I may head out there this weekend to check it out ... with a shotgun ...


----------



## ratherbfishin (Feb 10, 2007)

*???*

Why a shotgun??? something happen out there I don't know about?


----------



## HGX_Fisherman (Feb 26, 2009)

Me thinks someone wants to come home with some winged creatures on their stringer as well! :rotfl:


----------



## 123456 (Apr 6, 2005)

Heard the yegau was flowing pretty decent with the last rain.


----------



## FISHROADIE (Apr 2, 2010)

I went to pick my son up yesterday to help me do some work around the house. He lives on the other side of lake Somervile we drove over the dam on the way back. The water looked realy good, the dam was not releasing any water. I almost went the other way back to our house so I could see if the creeks were up, but it was getting late and by the time we would have gotten to the creeks it would have been dark. We saw 6 deer as we drove over the dam 1 was a buck that looked to be a 8 pointer. I know thats not much help.


----------



## Blastn & Castn (Mar 11, 2010)

I HEAR NO WATTTA. NEED TO GET SOME GOOD RAIN W/RUN OFF TO GET THEM FULL & FLOWING TO THE LAKE


----------



## 123456 (Apr 6, 2005)

Yeah, i dunno....the guy I talked to said they weren't flowing until Rockdale got that turd floater the other night.
May have to make a run over there and check it out.


----------



## Spec-Rig.006 (Nov 2, 2007)

The Yegua always should have some kind of flow from output at Alcoa ... big question here would be the Nails ...


----------



## ratherbfishin (Feb 10, 2007)

*water level from nails creek state park to yegua?*

shotgun shells....for winged creatures....duh

I have a one track mind for fishing...when people tell me they are going hunting I always think "doesn't that scare the fish?" LOL

I called the nails creek office and spoke to a lady at the phone...

She started the conversation with "I don't get out of the office much..." But then told me the lake is 2' down right now. When I asked her if boats had been putting in (assuming that most boats that put in there head to the creeks) she said that john boats and airboats had been comming through the gate. I have an aluminum flats boat that gets up in 1.5' and runs in 1' of water. I just to know I can get to the creek mouth and don't want to drive 1.5 hours just to turn around.
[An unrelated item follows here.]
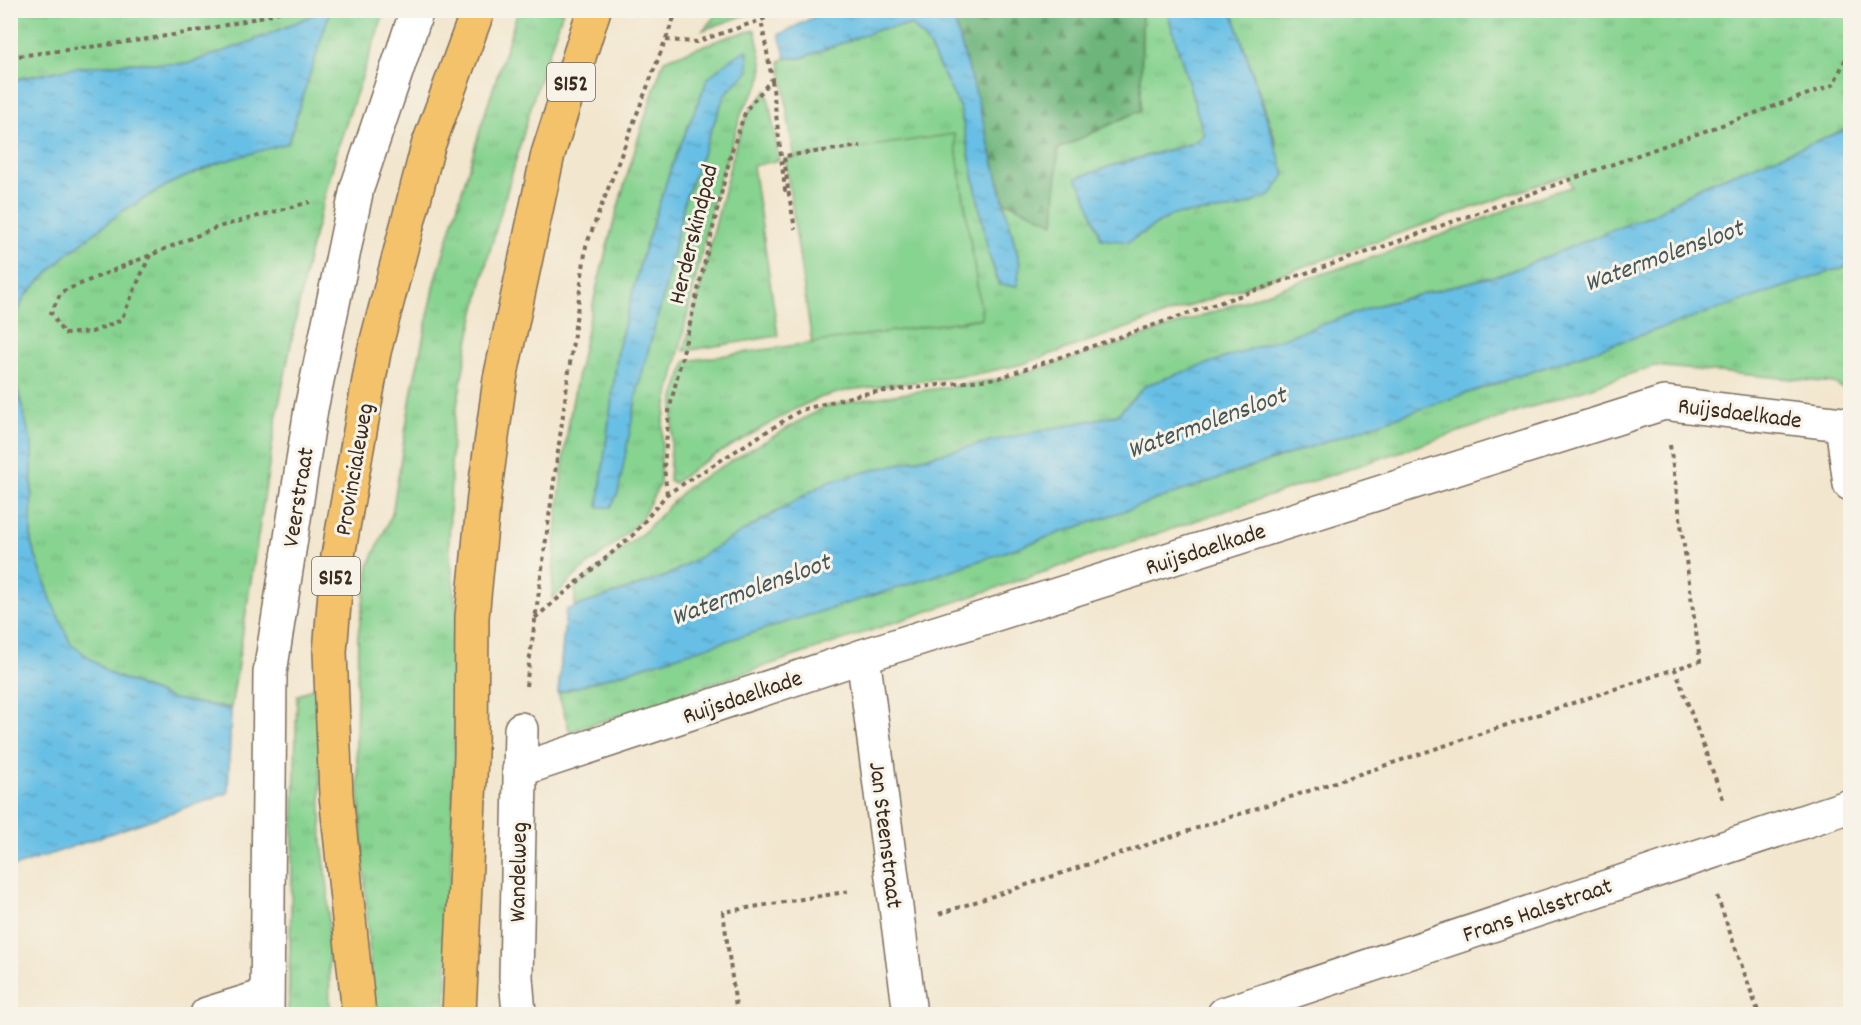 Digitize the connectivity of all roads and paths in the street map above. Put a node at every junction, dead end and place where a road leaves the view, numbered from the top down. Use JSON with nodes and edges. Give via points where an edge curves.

Well I guess I would head to Fayette anyway.... Any boaters in that neck of the woods please post if water level is up enough to get access to yegua from nails creek state park....

Thanks!


----------



## AggieCowboy98 (Feb 25, 2007)

I haven't been out in a while so I can't help you now. I am planning on making a run to the lake tomorrow morning though. I'll report back then if that helps you any.


----------



## kim e cooper (Feb 18, 2006)

NSpannTx said:


> Yeah, i dunno....the guy I talked to said they weren't flowing until Rockdale got that turd floater the other night.
> May have to make a run over there and check it out.
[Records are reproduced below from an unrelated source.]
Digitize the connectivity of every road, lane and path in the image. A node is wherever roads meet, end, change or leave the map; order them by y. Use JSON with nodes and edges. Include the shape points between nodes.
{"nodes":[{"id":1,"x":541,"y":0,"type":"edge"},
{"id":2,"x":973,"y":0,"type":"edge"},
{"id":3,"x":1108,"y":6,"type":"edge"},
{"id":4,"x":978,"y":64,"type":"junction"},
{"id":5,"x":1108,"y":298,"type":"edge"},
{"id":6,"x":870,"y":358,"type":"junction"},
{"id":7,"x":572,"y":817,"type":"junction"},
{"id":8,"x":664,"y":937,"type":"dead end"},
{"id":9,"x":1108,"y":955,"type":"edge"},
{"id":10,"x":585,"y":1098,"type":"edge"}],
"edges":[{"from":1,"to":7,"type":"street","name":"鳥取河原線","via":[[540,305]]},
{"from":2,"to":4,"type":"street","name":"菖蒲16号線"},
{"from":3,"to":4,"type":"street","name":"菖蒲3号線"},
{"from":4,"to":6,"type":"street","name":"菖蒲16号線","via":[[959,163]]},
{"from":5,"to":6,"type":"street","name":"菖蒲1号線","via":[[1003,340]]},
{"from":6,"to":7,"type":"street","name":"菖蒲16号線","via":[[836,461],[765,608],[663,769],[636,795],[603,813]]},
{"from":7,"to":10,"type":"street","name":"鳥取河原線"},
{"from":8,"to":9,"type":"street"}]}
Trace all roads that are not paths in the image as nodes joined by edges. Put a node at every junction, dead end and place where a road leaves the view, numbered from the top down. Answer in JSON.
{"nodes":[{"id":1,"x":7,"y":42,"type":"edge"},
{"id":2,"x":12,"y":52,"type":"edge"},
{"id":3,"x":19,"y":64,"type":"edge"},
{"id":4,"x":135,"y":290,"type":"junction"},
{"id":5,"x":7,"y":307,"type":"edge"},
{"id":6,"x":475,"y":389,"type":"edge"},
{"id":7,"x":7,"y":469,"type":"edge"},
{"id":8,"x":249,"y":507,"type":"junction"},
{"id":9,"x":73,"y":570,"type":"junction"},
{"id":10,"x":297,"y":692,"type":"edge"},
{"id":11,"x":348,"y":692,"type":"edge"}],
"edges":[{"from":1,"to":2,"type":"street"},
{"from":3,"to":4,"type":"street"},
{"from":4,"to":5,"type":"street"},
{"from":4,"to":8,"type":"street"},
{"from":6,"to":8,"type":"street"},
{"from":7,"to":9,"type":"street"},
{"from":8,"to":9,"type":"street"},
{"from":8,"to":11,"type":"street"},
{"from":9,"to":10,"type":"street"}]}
 X2 need more rain then game on!!!!!!!!


----------



## Born and Raised Fisherman (Mar 29, 2010)

Creek is low but flowing need more rain!!


----------



## Riverman (May 15, 2007)

We only got about 2 inches doubt that is enough due to how low everything has been. Maybe a few more wet days would be the ticket. I think that more rain will come just in time. It will be fun times again, may have to scout it out in a week or two rain or no rain, be nice to get out, then again depends on when the youth hunts wrap up in the State Parks.


----------



## DS Duke (Jan 19, 2011)

My son and I fished Irwin's bridge on Sunday. The creek had a little current but is low. He caught a small catfish but no other bites.
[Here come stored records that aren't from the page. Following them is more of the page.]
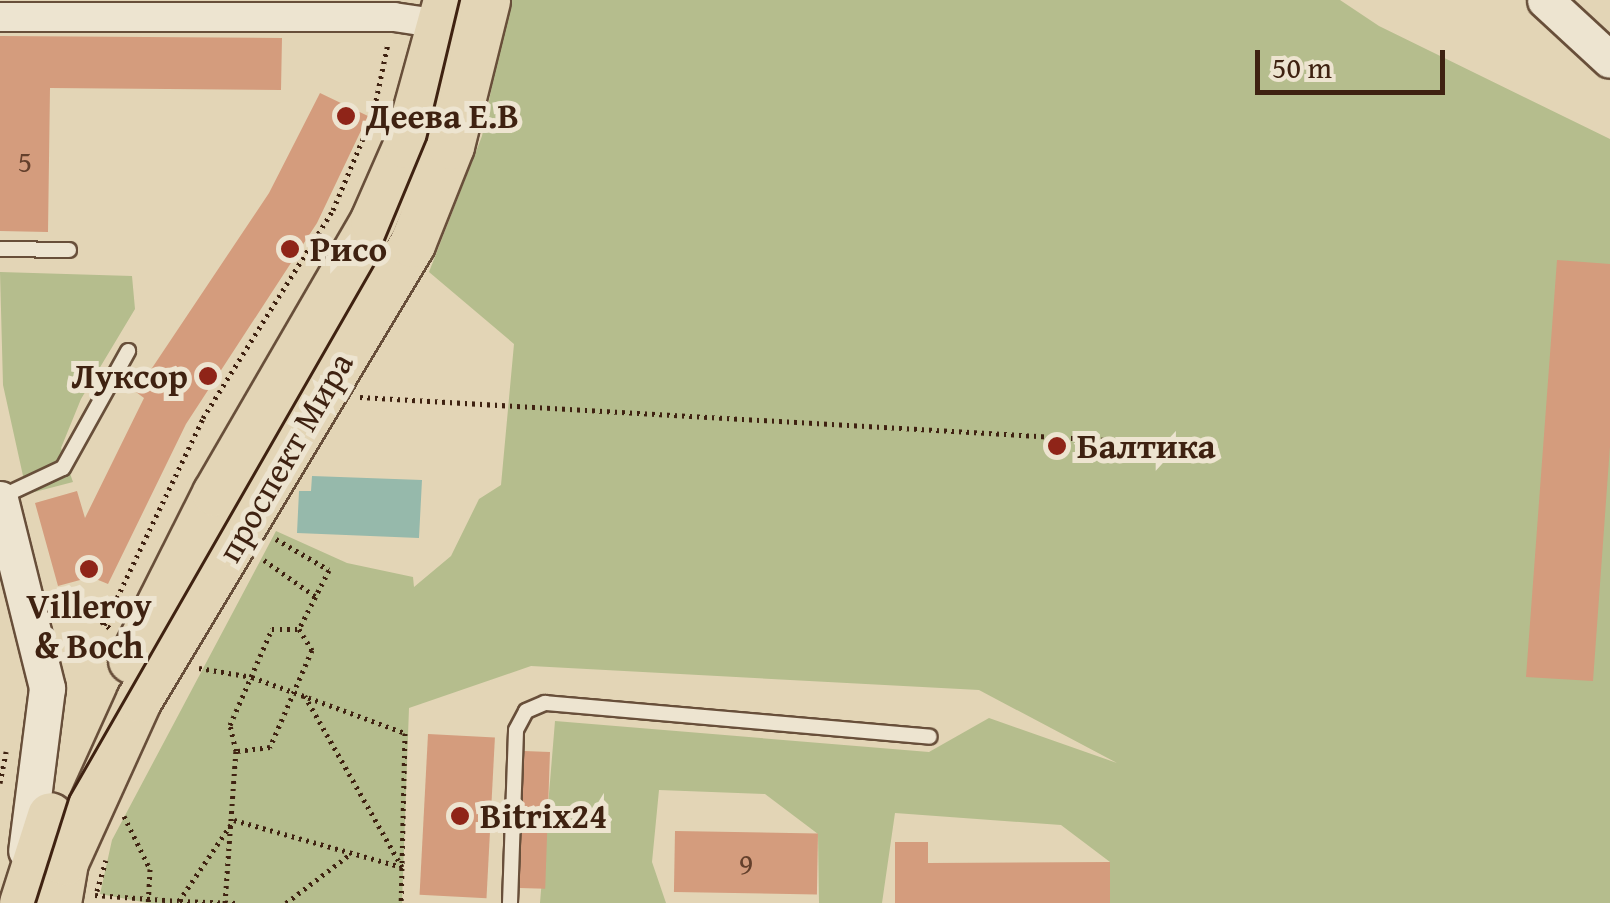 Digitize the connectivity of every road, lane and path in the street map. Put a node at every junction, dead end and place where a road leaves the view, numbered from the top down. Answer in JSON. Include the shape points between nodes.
{"nodes":[{"id":1,"x":487,"y":0,"type":"edge"},
{"id":2,"x":1544,"y":0,"type":"edge"},
{"id":3,"x":443,"y":12,"type":"edge"},
{"id":4,"x":0,"y":16,"type":"edge"},
{"id":5,"x":394,"y":17,"type":"junction"},
{"id":6,"x":1610,"y":60,"type":"edge"},
{"id":7,"x":0,"y":249,"type":"edge"},
{"id":8,"x":69,"y":250,"type":"dead end"},
{"id":9,"x":128,"y":352,"type":"dead end"},
{"id":10,"x":343,"y":395,"type":"dead end"},
{"id":11,"x":1142,"y":442,"type":"dead end"},
{"id":12,"x":0,"y":498,"type":"edge"},
{"id":13,"x":316,"y":597,"type":"junction"},
{"id":14,"x":104,"y":625,"type":"dead end"},
{"id":15,"x":299,"y":630,"type":"junction"},
{"id":16,"x":192,"y":666,"type":"dead end"},
{"id":17,"x":252,"y":676,"type":"junction"},
{"id":18,"x":294,"y":692,"type":"junction"},
{"id":19,"x":305,"y":696,"type":"junction"},
{"id":20,"x":930,"y":737,"type":"dead end"},
{"id":21,"x":236,"y":751,"type":"junction"},
{"id":22,"x":119,"y":811,"type":"dead end"},
{"id":23,"x":234,"y":820,"type":"junction"},
{"id":24,"x":349,"y":854,"type":"junction"},
{"id":25,"x":402,"y":866,"type":"junction"},
{"id":26,"x":49,"y":899,"type":"edge"},
{"id":27,"x":148,"y":900,"type":"edge"},
{"id":28,"x":179,"y":900,"type":"edge"},
{"id":29,"x":225,"y":903,"type":"edge"},
{"id":30,"x":237,"y":903,"type":"edge"},
{"id":31,"x":286,"y":903,"type":"edge"},
{"id":32,"x":401,"y":903,"type":"edge"},
{"id":33,"x":510,"y":903,"type":"edge"}],
"edges":[{"from":1,"to":26,"type":"main road","name":"проспект Мира","via":[[451,146],[412,244],[139,699]]},
{"from":2,"to":6,"type":"street"},
{"from":3,"to":5,"type":"street"},
{"from":3,"to":26,"type":"main road","name":"проспект Мира","via":[[406,145],[373,220],[216,493],[50,816]]},
{"from":4,"to":5,"type":"street"},
{"from":5,"to":14,"type":"path","via":[[373,115],[334,210],[203,418]]},
{"from":7,"to":8,"type":"lane"},
{"from":9,"to":12,"type":"lane","via":[[63,468]]},
{"from":10,"to":11,"type":"path"},
{"from":12,"to":26,"type":"street","via":[[47,688]]},
{"from":13,"to":13,"type":"path","via":[[328,570],[275,538],[263,562]]},
{"from":13,"to":15,"type":"path"},
{"from":15,"to":17,"type":"path","via":[[272,629]]},
{"from":15,"to":18,"type":"path","via":[[312,650]]},
{"from":16,"to":17,"type":"path"},
{"from":17,"to":18,"type":"path"},
{"from":17,"to":21,"type":"path","via":[[230,726]]},
{"from":18,"to":19,"type":"path"},
{"from":18,"to":21,"type":"path","via":[[270,747]]},
{"from":19,"to":25,"type":"path"},
{"from":19,"to":25,"type":"path","via":[[405,734]]},
{"from":20,"to":33,"type":"lane","via":[[535,707],[516,730]]},
{"from":21,"to":23,"type":"path"},
{"from":22,"to":27,"type":"path","via":[[150,869]]},
{"from":23,"to":24,"type":"path"},
{"from":23,"to":28,"type":"path"},
{"from":23,"to":29,"type":"path"},
{"from":24,"to":25,"type":"path"},
{"from":24,"to":31,"type":"path"},
{"from":25,"to":32,"type":"path"},
{"from":26,"to":27,"type":"path"},
{"from":27,"to":28,"type":"path"},
{"from":28,"to":29,"type":"path"},
{"from":29,"to":30,"type":"path"}]}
We fished Big Creek Marina earlier in the day and the crappie were good on jigs. I saw several people leave with around 7-10 on thier stringer.


----------



## Spec-Rig.006 (Nov 2, 2007)

Nails is real low, looks about the same as it did last year this time. Some of it's got a trickle, some of it you can step across, some of it's over your head deep ... but if they don't get any rain soon, the spawn might be in the lake this year.


----------



## Blastn & Castn (Mar 11, 2010)

Spec u maybe right. Next 2-3 week weather rainy & cold off & on might catch a turd floater. Keep hope.


----------